The Derrick Murdoch Award, awarded for ‘contributions to Canadian Crime Writing’ is one of those ‘lifetime achievement’ awards that makes the recipient check her pulse to make certain she’s still in the land of the living. Well, I am, and glad of it. I’m also glad to have received this particular award because it’s encouraged me to reflect on the changes in Canadian crime writing since my first Joanne Kilbourn novel appeared in 1990.
When Deadly Appearances was published there was an advertisement promoting Canadian crime writers. It consisted of mug shots of writers like Howard Engel, Eric Wright, Medora Sales and Alison Gordon. I think perhaps the total number of writers represented was ten. I would love to see a similar ad promoting Canadian crime writing today - not just because our numbers have grown exponentially, but because those mug shots would reveal some significant facts about us as Canadian crime writers. We are a diverse group: male and female; gay and straight; young and old; rural and urban. We come from widely divergent ethnic and religious backgrounds. We are from every part of Canada and we write about every part of Canada. Collectively, we give the world a significant literary picture of what it means to be a Canadian in the year 2009. That is no small achievement.

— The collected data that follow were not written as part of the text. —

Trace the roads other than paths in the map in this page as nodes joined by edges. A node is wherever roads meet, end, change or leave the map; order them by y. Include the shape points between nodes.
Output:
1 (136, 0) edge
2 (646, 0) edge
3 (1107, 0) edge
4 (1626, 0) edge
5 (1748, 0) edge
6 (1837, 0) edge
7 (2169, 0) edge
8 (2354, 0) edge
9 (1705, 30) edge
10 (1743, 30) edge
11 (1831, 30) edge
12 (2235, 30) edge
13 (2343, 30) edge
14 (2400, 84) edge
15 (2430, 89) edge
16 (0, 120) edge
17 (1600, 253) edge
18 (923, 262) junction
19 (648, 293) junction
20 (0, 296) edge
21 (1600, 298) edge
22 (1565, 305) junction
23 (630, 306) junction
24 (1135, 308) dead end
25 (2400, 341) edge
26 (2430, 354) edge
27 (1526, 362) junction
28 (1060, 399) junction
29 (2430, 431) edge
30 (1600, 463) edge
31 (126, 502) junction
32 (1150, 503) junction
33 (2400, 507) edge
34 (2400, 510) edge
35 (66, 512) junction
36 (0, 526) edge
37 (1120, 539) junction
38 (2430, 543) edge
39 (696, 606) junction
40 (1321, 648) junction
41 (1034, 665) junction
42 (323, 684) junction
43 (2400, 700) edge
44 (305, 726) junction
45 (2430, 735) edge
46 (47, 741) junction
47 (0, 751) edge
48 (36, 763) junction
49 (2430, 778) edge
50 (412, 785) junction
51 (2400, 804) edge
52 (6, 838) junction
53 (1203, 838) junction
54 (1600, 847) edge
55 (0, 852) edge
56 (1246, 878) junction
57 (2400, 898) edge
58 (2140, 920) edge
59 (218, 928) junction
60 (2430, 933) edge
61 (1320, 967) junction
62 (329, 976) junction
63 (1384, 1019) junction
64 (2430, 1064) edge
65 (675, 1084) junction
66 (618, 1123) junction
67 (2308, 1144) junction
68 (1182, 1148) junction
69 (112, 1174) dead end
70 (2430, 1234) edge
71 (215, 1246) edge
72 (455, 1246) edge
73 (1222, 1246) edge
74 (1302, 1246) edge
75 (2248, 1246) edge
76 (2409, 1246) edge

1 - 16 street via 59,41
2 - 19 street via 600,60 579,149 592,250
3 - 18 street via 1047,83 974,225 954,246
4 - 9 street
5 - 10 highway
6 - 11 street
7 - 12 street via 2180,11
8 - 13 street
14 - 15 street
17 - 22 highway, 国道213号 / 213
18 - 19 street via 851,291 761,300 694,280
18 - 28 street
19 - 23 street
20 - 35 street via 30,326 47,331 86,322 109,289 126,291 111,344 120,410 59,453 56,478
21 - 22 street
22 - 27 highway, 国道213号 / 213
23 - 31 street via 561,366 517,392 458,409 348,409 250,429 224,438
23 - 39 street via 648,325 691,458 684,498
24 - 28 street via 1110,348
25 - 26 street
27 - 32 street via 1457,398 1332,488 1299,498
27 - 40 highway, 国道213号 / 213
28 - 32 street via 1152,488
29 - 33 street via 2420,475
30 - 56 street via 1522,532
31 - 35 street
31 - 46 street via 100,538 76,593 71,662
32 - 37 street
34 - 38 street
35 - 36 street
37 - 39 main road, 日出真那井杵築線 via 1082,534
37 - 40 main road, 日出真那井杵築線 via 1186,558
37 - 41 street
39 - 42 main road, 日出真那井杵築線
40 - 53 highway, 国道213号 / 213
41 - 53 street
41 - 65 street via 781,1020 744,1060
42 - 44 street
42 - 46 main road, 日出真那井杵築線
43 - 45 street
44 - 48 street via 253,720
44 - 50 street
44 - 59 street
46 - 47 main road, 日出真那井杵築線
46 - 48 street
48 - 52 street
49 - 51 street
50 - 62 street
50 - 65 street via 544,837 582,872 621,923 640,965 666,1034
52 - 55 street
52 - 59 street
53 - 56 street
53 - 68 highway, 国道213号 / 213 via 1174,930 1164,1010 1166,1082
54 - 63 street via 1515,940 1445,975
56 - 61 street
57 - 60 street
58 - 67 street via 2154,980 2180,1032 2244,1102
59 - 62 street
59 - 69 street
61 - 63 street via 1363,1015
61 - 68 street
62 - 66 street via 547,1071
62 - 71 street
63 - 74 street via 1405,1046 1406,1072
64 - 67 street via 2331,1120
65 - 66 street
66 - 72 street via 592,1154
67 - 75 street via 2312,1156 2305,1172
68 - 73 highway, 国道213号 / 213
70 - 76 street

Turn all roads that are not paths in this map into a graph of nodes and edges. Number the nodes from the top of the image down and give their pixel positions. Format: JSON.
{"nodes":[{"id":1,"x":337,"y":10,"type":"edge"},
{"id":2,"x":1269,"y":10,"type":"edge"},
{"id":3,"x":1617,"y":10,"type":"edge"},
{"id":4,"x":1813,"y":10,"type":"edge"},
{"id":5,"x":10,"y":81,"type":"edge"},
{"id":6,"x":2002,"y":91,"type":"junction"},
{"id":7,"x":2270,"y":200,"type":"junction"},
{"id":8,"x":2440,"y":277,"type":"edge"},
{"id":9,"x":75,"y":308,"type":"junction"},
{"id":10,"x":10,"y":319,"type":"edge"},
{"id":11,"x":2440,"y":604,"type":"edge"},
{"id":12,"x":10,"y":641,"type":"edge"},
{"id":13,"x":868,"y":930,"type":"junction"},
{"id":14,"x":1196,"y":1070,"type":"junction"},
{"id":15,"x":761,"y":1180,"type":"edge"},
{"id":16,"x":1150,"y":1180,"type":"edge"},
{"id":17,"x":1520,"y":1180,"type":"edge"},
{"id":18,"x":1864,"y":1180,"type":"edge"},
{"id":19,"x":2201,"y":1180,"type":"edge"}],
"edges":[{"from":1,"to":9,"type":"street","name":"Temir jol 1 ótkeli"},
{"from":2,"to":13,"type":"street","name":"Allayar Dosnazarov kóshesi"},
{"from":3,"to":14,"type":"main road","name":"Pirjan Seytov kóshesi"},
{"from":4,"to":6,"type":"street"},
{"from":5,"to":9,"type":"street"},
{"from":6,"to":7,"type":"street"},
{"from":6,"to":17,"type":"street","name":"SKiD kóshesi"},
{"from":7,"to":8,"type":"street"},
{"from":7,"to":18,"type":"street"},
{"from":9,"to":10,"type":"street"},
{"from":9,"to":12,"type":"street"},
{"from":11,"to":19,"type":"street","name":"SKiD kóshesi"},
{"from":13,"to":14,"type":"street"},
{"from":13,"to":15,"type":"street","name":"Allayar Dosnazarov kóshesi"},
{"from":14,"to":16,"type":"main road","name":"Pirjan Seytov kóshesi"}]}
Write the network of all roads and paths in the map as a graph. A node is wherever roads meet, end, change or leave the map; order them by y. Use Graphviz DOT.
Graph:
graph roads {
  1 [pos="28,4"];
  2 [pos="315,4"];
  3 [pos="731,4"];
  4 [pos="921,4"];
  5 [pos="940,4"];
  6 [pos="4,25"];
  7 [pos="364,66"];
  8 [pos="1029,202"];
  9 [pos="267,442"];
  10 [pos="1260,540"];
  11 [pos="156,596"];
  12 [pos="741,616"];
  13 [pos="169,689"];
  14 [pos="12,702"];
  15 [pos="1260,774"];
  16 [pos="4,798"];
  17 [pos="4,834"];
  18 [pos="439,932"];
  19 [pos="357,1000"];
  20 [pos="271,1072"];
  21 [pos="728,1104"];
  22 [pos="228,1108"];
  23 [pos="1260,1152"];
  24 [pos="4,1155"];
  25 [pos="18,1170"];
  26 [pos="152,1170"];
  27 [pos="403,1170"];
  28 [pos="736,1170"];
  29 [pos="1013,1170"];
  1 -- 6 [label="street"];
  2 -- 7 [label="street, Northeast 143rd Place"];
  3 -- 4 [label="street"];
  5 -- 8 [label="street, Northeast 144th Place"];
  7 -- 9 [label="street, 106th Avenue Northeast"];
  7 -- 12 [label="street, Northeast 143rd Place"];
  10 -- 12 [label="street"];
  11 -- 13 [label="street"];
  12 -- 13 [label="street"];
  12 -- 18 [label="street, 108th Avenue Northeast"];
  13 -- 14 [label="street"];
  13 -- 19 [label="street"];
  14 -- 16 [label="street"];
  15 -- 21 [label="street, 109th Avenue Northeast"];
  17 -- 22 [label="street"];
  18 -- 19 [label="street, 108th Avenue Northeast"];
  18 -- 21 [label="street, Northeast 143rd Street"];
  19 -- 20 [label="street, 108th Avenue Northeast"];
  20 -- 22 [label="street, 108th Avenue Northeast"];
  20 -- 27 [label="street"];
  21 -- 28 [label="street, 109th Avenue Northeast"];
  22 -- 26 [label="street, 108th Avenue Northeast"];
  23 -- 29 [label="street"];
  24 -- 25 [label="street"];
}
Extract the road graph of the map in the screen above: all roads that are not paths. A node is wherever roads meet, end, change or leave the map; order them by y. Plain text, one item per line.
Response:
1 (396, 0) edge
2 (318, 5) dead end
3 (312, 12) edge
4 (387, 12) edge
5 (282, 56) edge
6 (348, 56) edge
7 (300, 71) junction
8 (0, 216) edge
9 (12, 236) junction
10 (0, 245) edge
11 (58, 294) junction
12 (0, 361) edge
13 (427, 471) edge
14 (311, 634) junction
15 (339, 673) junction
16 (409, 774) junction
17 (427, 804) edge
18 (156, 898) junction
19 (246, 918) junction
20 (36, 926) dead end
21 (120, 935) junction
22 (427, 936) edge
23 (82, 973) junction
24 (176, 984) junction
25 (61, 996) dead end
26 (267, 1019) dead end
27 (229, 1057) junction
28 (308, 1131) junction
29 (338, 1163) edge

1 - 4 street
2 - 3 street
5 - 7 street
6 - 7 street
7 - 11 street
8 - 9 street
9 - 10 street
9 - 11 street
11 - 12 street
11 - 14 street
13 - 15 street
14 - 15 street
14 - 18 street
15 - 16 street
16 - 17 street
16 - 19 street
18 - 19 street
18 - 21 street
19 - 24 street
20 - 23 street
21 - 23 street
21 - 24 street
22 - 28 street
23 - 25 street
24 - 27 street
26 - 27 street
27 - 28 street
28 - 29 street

When Derrick Murdock, after whom the award is named, began reviewing crime fiction for The Globe and Mail, the books that came across his desk were primarily written about places other than Canada. This is no longer the case. To write simply about Canadians and Canada would be parochial and impoverishing but not to write about ourselves would be to contribute to the problem Margaret Atwood identified in her seminal work, Survival. In that book she used a powerful metaphor to illustrate the need for a national literature. Atwood asked what would happen to a person who every morning looked into a mirror and was given back a reflection of someone other than herself.
Through our work, Canadian crime writers have given readers here and throughout the world images of the Canadian identity in all its diversity and vibrancy. This, too, is no small achievement.
In the almost two decades since my first book was published, perceptions about the calibre of Canadian crime fiction have changed radically. When my second novel Murder at the Mendel was published in 1991, I appeared on a panel with a number of other academics. Our topic, if I remember correctly, was “Do Mysteries Matter?” The consensus seemed to be that they did not. One of my sister panellists said that she regarded women who wrote crime fiction as akin to the 19th century women who painted china. She believed that neither those 19th century china-painting women nor 20th century mystery-writing women had the courage required to attack the big canvas or the serious novel.
Canadian crime writers are no longer regarded as practitioners of a lesser art. Our books are now on the curricula of universities throughout the world. Theses and learned papers are written about us, and we are regularly reviewed and discussed by thoughtful readers who value our contribution to literature.
Last week I received an email from two young female academics asking if I would write an introduction to a book of essays on Canadian Detective Fiction. The book will be published by Wilfred Laurier Press, a publisher of serious and handsome books. The young academics made a point of noting that their book will be “the first in the field”. In my opinion, it’s about time.